Par Michel de Laforce
Noms d’oiseaux, portes qui claquent, messages incendiaires, réunions boycottées : 85 % des salariés reconnaissent avoir été confrontés, pendant leur travail, à diverses formes de conflits, souvent violents, parfois plus sournois. Une étude internationale récente (1) met le doigt sur ce sujet délicat, voire tabou – et pourtant central dans l’entreprise : l’existence de conflits interpersonnels. Les cadres sont les premiers concernés : en effet, 24 % des conflits ont lieu entre les managers hiérarchiques directs et leurs subordonnés, 20 % entre les différents niveaux de management, 8 % entre managers intermédiaires – sans compter les conflits qui agitent les directions, dans le secret de bureaux bien insonorisés !
Quels sont les causes et les effets de ces conflits ?
Le plus souvent, ces conflits témoignent de dysfonctionnements qui dépassent les mésententes avec des personnes « impossibles », voire « toxiques ». Les motifs invoqués vont de la mauvaise organisation du travail au manque de c larté sur le partage des responsabilités, en passant par la disparité dans la formation des équipes et les discriminations. Les points critiques sur lesquels se focalisent les tensions sont souvent très concrets : espace de travail, horaires, incompréhensions, favoritisme réel ou ressenti, problèmes répétés de communication entre les équipes, manque de cohérence dans les procédures menant à des injustices… Il peut aussi s’agir d’une absence ce considération : considérer comme un mode de gestion « normal » le fait de ne pas répondre aux questions d’un collaborateur, c’est nier son existence en tant que personne. Autant de situations, qui ne l’oublions pas, doivent alerter le syndicaliste cadre de la FIECI !
Selon cette étude, les causes de conflits les plus flagrantes sont :
• les chocs de personnalités et les conflits d’ego pour 49 % des salariés,
• le manque d’honnêteté pour 26 % – mais pour 36 % chez les salariés français,
• le stress pour 34 %,
• la surcharge de travail pour 33 %
• des différences de valeurs pour 18 %.
Gérer ces conflits au quotidien a un coût pour l’entreprise, évalué, en France, à 1 h 50 par semaine. Mais, pour les salariés, faire le décompte du temps perdu ne suffit pas. Pour eux, ce coût est bien plus élevé. Au niveau individuel, ces conflits se traduisent par :
• des attaques personnelles et des insultes pour 27 % des salariés,
• des maladies et des arrêts de travail pour 25 %,
• du harcèlement moral pour 18 %,
• des démissions pour 18 %,
• des licenciements pour 16 %.
Ces conflits mettent également en péril la coopération et l’esprit d’équipe :
• 67 % des salariés tournent les talons pour éviter le collègue avec lequel ils sont en désaccord,
• 18 % des conflits mettent aux prises différents services de la même entreprise,
• pour 9 % des salariés, ils ont pour conséquence l’échec d’un projet.

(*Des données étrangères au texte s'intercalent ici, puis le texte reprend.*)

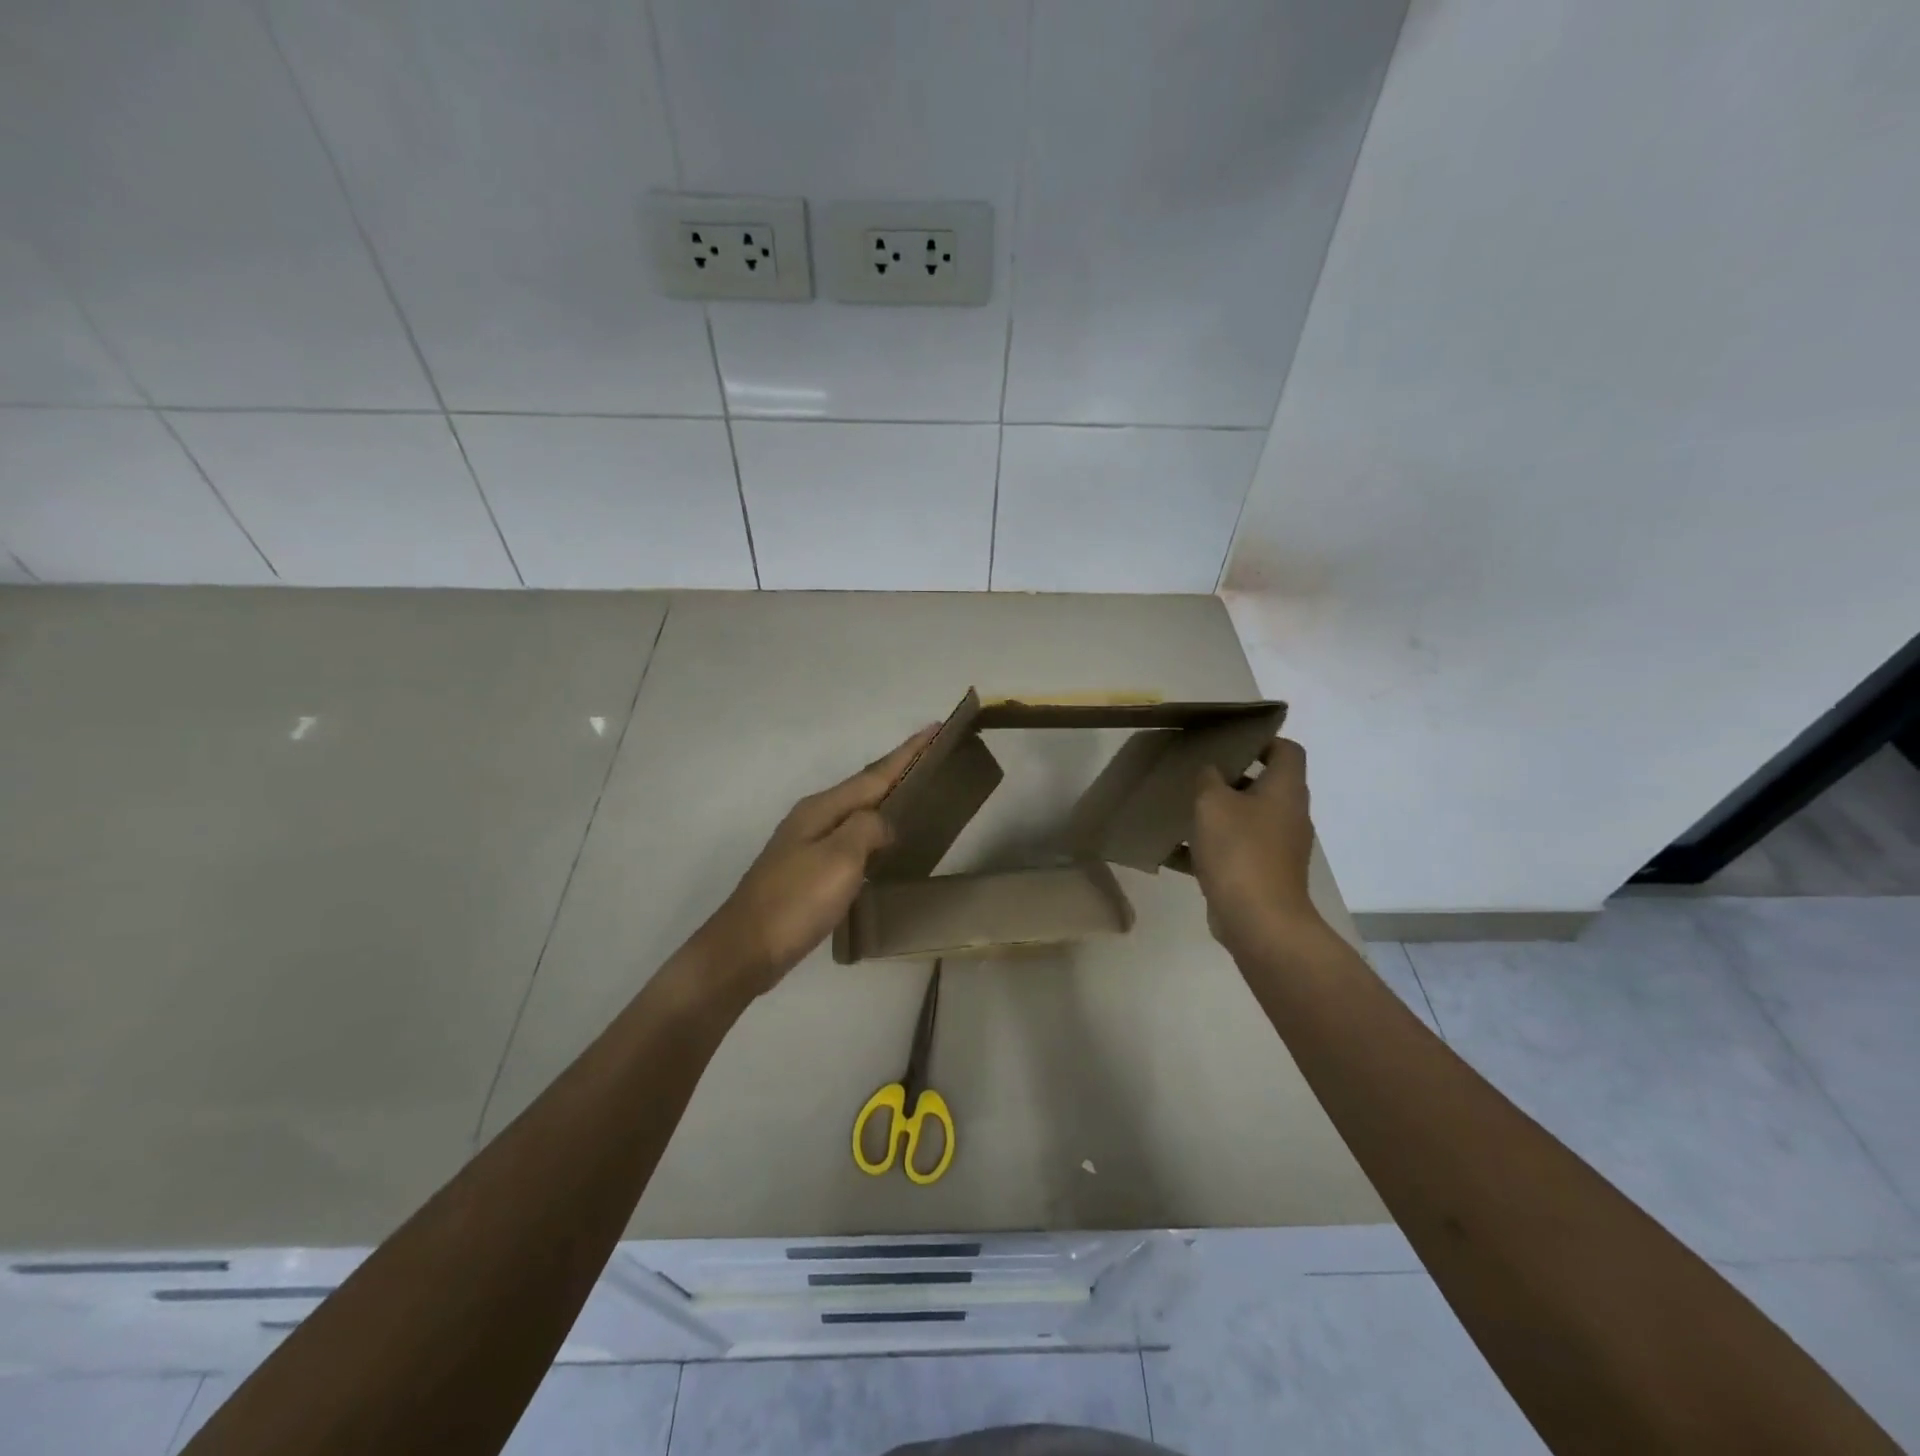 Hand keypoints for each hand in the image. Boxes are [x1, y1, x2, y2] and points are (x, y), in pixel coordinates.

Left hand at [702, 723, 938, 996]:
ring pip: (856, 812)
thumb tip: (885, 823)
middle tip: (931, 758)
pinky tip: (883, 844)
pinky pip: (850, 839)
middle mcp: (813, 818)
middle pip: (864, 787)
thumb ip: (868, 829)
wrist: (746, 948)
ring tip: (915, 794)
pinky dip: (872, 832)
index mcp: (822, 808)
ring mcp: (807, 844)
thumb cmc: (795, 901)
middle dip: (897, 770)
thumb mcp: (839, 859)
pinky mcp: (807, 871)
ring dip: (885, 800)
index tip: (935, 728)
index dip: (907, 753)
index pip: (875, 774)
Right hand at [1192, 737, 1328, 954]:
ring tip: (1183, 810)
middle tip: (1196, 774)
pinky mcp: (1263, 874)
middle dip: (1230, 778)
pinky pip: (1236, 850)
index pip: (1287, 750)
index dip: (1262, 741)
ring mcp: (1279, 847)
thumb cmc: (1239, 850)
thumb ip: (1208, 779)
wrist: (1259, 920)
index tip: (1228, 743)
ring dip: (1219, 814)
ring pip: (1247, 818)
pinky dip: (1212, 848)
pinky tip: (1176, 851)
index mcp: (1285, 790)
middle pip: (1265, 785)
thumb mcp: (1212, 803)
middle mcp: (1289, 815)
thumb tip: (1211, 771)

Des émotions dévastatrices sur le long terme
Démotivation, frustration, colère, nervosité, insomnies… sont le lot commun de nombreux salariés. Surtout quand ceux-ci ne sont ni armés ni accompagnés pour sortir « par le haut » de situations conflictuelles. En effet, trois quarts des salariés français interrogés n’ont jamais reçu de formation dans ce domaine. Pour l’heure, les rares efforts se portent plus sur le traitement des conséquences négatives d’un conflit que sur la prévention systématique. Mais « balancer » une formation ne suffit pas, même pour se donner bonne conscience ! Pour preuve, la moitié des personnes interrogées avouent n’avoir rien retiré d’une formation. Et elles ne se privent pas de le faire savoir : quand un tiers des managers pensent bien gérer les désaccords, seuls 22 % des non-managers pensent que leurs patrons ne gèrent pas les conflits aussi bien qu’ils le devraient.